§ **Work request**: The reply should hold every entry exactly as written and none of the pictures.

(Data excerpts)
——————
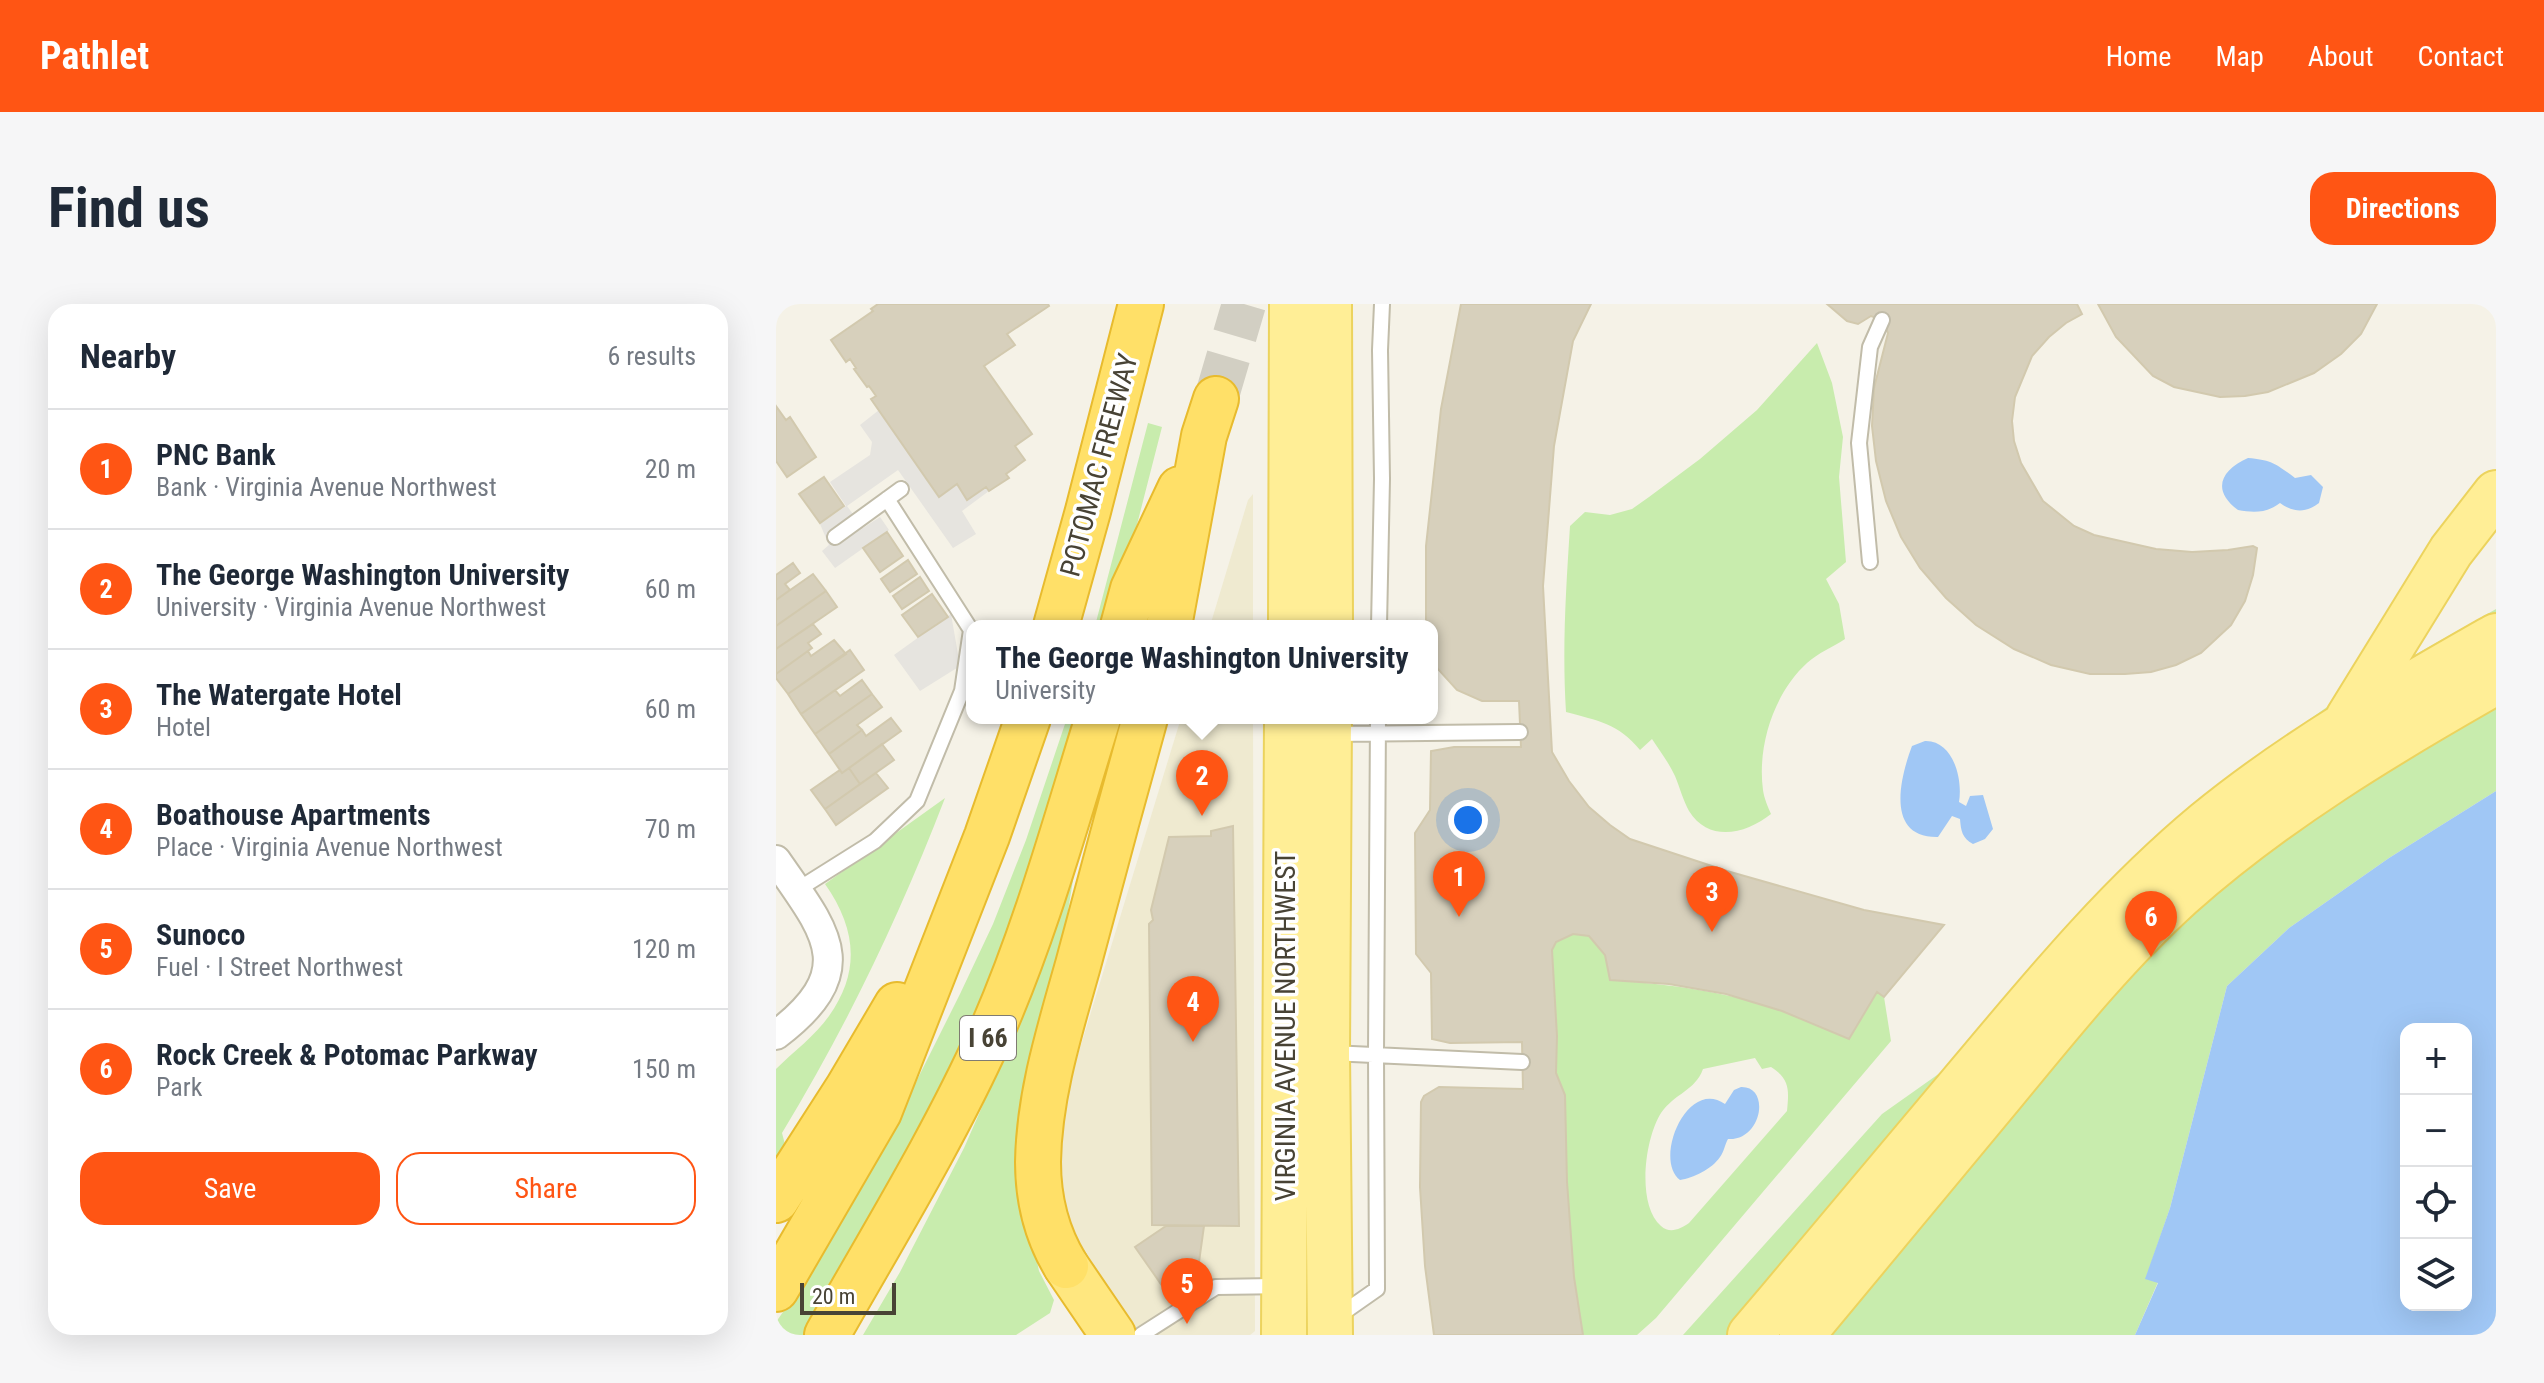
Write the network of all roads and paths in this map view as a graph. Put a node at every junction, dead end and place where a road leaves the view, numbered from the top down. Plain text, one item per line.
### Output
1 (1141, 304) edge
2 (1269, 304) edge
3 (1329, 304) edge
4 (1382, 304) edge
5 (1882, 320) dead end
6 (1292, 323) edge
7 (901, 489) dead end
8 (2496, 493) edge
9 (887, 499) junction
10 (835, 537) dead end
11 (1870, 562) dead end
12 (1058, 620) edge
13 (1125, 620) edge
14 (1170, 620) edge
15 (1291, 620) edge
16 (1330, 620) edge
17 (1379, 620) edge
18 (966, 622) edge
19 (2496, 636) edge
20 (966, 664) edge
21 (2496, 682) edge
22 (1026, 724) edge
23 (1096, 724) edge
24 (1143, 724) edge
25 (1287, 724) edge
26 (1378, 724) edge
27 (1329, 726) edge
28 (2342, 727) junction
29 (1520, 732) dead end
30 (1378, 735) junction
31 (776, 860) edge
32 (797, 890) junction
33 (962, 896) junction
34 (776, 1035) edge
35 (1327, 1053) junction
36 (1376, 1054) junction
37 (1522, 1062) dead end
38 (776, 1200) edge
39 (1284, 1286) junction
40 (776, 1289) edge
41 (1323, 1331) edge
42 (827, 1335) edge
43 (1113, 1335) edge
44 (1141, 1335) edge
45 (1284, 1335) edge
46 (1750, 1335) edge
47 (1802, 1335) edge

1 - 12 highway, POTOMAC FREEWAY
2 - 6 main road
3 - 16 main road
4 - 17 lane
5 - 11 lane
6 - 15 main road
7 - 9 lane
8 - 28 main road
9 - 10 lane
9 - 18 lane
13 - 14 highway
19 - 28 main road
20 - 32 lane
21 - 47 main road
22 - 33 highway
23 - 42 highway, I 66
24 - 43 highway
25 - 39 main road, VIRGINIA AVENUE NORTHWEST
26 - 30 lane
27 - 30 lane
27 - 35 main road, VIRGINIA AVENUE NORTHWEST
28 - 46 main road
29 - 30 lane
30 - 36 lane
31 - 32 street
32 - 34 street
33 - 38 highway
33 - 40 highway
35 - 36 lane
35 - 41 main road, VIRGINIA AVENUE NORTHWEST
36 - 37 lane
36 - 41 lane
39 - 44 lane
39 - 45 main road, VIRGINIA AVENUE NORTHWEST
——————
§ **Response for this exercise**:
Write the network of all roads and paths in this map view as a graph. Put a node at every junction, dead end and place where a road leaves the view, numbered from the top down. Plain text, one item per line.
### Output
1 (1141, 304) edge
2 (1269, 304) edge
3 (1329, 304) edge
4 (1382, 304) edge
5 (1882, 320) dead end
6 (1292, 323) edge
7 (901, 489) dead end
8 (2496, 493) edge
9 (887, 499) junction
10 (835, 537) dead end
11 (1870, 562) dead end
12 (1058, 620) edge
13 (1125, 620) edge
14 (1170, 620) edge
15 (1291, 620) edge
16 (1330, 620) edge
17 (1379, 620) edge
18 (966, 622) edge
19 (2496, 636) edge
20 (966, 664) edge
21 (2496, 682) edge
22 (1026, 724) edge
23 (1096, 724) edge
24 (1143, 724) edge
25 (1287, 724) edge
26 (1378, 724) edge
27 (1329, 726) edge
28 (2342, 727) junction
29 (1520, 732) dead end
30 (1378, 735) junction
31 (776, 860) edge
32 (797, 890) junction
33 (962, 896) junction
34 (776, 1035) edge
35 (1327, 1053) junction
36 (1376, 1054) junction
37 (1522, 1062) dead end
38 (776, 1200) edge
39 (1284, 1286) junction
40 (776, 1289) edge
41 (1323, 1331) edge
42 (827, 1335) edge
43 (1113, 1335) edge
44 (1141, 1335) edge
45 (1284, 1335) edge
46 (1750, 1335) edge
47 (1802, 1335) edge

1 - 12 highway, POTOMAC FREEWAY
2 - 6 main road
3 - 16 main road
4 - 17 lane
5 - 11 lane
6 - 15 main road
7 - 9 lane
8 - 28 main road
9 - 10 lane
9 - 18 lane
13 - 14 highway
19 - 28 main road
20 - 32 lane
21 - 47 main road
22 - 33 highway
23 - 42 highway, I 66
24 - 43 highway
25 - 39 main road, VIRGINIA AVENUE NORTHWEST
26 - 30 lane
27 - 30 lane
27 - 35 main road, VIRGINIA AVENUE NORTHWEST
28 - 46 main road
29 - 30 lane
30 - 36 lane
31 - 32 street
32 - 34 street
33 - 38 highway
33 - 40 highway
35 - 36 lane
35 - 41 main road, VIRGINIA AVENUE NORTHWEST
36 - 37 lane
36 - 41 lane
39 - 44 lane
39 - 45 main road, VIRGINIA AVENUE NORTHWEST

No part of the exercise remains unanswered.